Trade Deficit Exploded in October on Record Imports

(CN) — The nation’s trade deficit with foreign countries rose to its highest level in a decade in October, driven by record imports, the Commerce Department said Thursday.

According to the government, the gap between the United States sells and what it buys from other nations hit $55.5 billion in October, the fifth straight increase and highest since October 2008.

The politically sensitive deficit in the trade of goods with China rose 7.1 percent to a record $43.1 billion. The goods gap with the European Union widened 65.5 percent to a record $17.6 billion.

Led by shipments of medicine and cars, overall imports rose 0.2 percent to a record $266.5 billion.
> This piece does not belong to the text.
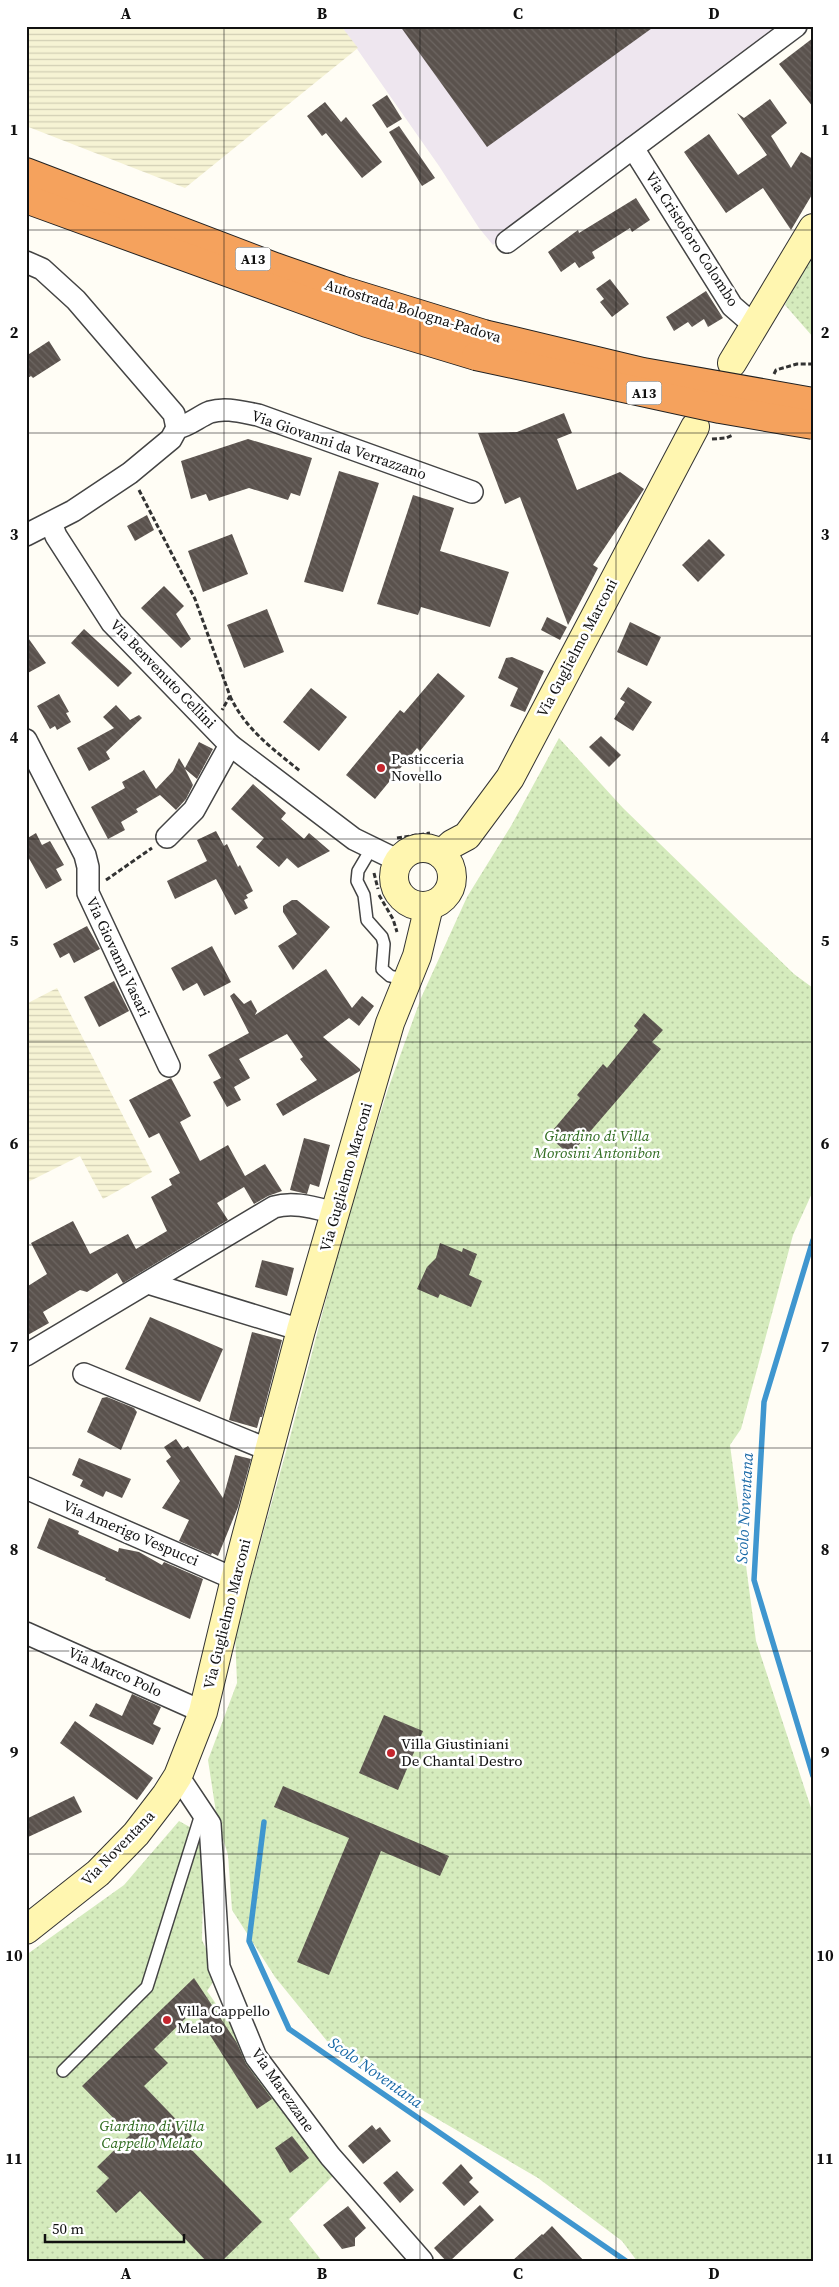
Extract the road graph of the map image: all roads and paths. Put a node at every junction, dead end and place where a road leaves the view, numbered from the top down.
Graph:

Exports fell 0.1 percent to $211 billion.

President Donald Trump campaigned on a pledge to slash America’s longstanding trade deficit with the rest of the world, but so far, that hasn’t happened.

For instance, despite his import taxes on steel, aluminum and Chinese goods, the deficit so far this year is running 11.4 percent above January-October 2017.

In the meantime, U.S. exports of soybeans, targeted for retaliatory tariffs by China, dropped 46.8 percent in October.

Trump has slapped tariffs on $250 billion worth of Chinese imports in a dispute over the tactics Beijing is using to challenge American technological supremacy.

These include the theft of trade secrets and forcing U.S. companies to hand over technology in exchange for access to the Chinese market, the U.S. charges.

In a meeting over the weekend, Trump and Chinese President Xi Jinping agreed to a tamporary pause in the trade dispute, but the details remain unclear and that’s roiled financial markets worldwide.

Mainstream economists view trade deficits as the result of an economic reality unlikely to yield to changes in trade policy: Americans buy more than they produce, and imports fill the gap. The strong U.S. economy also encourages Americans to buy more foreign products.

In October, the U.S. ran a $22.6 billion surplus in the trade of services such as banking and tourism. But that was offset by a record $78.1 billion deficit in the trade of goods such as cellphones and machinery.

The Associated Press contributed to this report.